Recognizing that anticoagulants are high-risk medications, The Joint Commission has played an important role ensuring accredited US hospitals institute several performance elements as part of a National Patient Safety Goal to help reduce the likelihood of harm.13 These elements, recently updated, include having a defined anticoagulant management program as well as written protocols for the initiation and maintenance of anticoagulation (including baseline laboratory studies, drug doses, monitoring, and dose adjustments), and for the reversal of anticoagulation and management of bleeding.13 Hospitals must provide education about anticoagulation therapy to providers as well as patients and families, and institute a system to monitor and evaluate their anticoagulation safety practices. The anticoagulation National Patient Safety Goal was developed mainly for adult patients, but was also required and instituted across US children’s hospitals.

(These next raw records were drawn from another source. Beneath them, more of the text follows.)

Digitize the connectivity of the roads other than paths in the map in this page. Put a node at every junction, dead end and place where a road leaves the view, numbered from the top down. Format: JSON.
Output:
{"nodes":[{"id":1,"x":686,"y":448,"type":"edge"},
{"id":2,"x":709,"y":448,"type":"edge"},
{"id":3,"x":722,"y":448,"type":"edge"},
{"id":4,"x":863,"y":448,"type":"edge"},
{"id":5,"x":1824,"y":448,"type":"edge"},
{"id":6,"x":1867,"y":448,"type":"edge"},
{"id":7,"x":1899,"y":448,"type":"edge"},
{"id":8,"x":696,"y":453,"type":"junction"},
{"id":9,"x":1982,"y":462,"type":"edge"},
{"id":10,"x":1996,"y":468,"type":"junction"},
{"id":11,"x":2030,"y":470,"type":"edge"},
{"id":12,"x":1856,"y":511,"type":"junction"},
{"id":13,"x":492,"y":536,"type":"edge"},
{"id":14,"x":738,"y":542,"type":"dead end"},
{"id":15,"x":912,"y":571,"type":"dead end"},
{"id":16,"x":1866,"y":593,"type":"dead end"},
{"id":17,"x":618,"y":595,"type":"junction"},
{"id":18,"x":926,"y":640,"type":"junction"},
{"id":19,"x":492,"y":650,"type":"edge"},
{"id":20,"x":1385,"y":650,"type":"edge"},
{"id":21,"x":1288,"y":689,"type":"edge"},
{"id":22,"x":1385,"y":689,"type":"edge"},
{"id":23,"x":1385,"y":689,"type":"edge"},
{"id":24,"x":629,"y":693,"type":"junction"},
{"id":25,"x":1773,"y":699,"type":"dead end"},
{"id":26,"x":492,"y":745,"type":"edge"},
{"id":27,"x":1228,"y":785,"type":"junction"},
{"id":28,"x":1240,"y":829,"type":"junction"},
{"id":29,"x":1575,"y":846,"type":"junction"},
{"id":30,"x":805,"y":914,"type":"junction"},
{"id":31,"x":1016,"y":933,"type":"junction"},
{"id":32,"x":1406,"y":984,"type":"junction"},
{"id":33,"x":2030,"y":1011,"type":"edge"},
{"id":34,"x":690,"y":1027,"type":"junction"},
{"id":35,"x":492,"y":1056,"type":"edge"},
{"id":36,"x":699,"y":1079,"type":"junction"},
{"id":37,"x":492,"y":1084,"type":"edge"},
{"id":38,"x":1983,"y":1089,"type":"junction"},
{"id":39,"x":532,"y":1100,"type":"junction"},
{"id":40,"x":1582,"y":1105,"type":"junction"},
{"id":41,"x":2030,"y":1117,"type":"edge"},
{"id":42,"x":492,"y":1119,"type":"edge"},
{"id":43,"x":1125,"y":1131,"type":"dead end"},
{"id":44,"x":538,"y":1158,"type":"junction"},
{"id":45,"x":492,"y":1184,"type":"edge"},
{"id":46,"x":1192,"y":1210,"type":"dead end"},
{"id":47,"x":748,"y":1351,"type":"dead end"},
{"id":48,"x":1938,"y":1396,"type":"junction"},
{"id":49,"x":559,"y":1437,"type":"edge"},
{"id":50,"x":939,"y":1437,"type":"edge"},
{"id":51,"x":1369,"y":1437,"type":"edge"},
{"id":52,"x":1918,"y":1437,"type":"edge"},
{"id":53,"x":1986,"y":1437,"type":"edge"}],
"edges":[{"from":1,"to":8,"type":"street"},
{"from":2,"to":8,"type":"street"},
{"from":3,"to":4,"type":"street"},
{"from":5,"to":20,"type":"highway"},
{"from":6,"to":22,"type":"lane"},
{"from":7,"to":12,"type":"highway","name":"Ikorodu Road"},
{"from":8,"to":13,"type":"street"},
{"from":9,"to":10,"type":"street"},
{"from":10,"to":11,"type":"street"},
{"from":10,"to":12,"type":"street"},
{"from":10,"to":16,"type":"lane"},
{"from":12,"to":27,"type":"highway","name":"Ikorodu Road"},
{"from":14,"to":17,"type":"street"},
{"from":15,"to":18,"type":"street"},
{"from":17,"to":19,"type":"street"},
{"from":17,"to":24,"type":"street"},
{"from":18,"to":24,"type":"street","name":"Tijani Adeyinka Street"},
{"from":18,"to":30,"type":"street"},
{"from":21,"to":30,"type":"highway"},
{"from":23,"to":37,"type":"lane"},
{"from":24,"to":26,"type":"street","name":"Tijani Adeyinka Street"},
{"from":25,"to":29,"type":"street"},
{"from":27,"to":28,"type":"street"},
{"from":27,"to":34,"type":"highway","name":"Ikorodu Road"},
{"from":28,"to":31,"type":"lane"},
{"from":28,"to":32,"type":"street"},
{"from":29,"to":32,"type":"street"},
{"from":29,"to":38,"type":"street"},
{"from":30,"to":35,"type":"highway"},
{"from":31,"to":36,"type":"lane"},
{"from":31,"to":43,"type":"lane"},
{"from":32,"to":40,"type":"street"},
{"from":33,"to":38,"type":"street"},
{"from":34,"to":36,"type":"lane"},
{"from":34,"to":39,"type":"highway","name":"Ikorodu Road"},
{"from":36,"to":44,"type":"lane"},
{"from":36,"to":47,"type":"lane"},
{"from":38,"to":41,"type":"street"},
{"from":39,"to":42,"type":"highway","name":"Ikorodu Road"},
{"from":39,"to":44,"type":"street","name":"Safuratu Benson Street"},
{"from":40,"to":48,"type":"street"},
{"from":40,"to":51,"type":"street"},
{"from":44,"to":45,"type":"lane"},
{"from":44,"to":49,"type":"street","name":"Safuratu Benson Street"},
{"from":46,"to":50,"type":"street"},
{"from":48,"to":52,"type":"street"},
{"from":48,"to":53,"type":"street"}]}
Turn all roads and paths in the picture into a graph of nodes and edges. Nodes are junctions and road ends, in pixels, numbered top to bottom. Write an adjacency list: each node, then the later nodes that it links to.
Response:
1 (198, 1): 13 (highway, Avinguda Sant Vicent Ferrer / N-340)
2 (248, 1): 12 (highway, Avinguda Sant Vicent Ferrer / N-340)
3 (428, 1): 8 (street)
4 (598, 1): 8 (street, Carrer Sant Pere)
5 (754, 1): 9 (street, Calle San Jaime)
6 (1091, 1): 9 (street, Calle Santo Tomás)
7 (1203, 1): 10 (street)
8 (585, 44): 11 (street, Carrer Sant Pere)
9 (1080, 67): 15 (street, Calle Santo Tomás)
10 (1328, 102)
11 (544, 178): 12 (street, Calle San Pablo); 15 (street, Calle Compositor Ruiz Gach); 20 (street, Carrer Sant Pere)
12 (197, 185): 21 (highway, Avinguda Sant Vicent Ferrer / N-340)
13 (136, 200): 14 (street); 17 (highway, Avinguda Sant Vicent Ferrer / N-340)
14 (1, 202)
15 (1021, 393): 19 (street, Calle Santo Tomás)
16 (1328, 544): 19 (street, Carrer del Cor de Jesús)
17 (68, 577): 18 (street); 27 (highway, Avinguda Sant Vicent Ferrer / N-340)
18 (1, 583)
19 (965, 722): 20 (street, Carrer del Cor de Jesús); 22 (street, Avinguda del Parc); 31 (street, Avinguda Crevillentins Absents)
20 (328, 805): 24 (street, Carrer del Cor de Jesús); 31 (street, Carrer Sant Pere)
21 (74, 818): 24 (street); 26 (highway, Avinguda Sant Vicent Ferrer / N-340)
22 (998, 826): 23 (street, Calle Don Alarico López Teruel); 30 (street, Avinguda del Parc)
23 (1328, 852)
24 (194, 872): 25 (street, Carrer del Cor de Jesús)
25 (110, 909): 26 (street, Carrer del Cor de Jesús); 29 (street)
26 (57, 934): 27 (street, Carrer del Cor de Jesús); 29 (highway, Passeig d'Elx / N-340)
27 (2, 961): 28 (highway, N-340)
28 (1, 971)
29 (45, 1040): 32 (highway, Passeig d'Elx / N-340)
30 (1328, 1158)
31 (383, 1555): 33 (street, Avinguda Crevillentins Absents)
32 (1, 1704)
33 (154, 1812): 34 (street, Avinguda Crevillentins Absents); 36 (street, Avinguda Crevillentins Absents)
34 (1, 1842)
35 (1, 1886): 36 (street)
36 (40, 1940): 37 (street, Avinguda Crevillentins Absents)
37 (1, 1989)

Most pediatric centers developed written anticoagulation protocols based on published pediatric guidelines, modifying them as needed.1 Implementing elements of the National Patient Safety Goal increased pharmacy input and oversight at many centers, and along with ensuring a more consistent approach for dosing and monitoring, has likely improved the safe use of anticoagulants.
Before initiating anticoagulation, laboratory studies (complete blood count, prothrombin time, and activated partial thromboplastin time [aPTT]) should be obtained to assess the patient’s underlying coagulation status and risk of bleeding. If using low-molecular-weight heparin (LMWH), serum creatinine is important to assess renal clearance. Patients with impaired renal function may need increased monitoring, dose reduction, or an alternative drug. For preterm infants, a baseline head ultrasound to assess for intracranial hemorrhage is prudent. In addition, obtain a thorough clinical history of potential sites of bleeding (ie, recent surgery, gastrointestinal bleeding, trauma) when weighing the risks and benefits of anticoagulation.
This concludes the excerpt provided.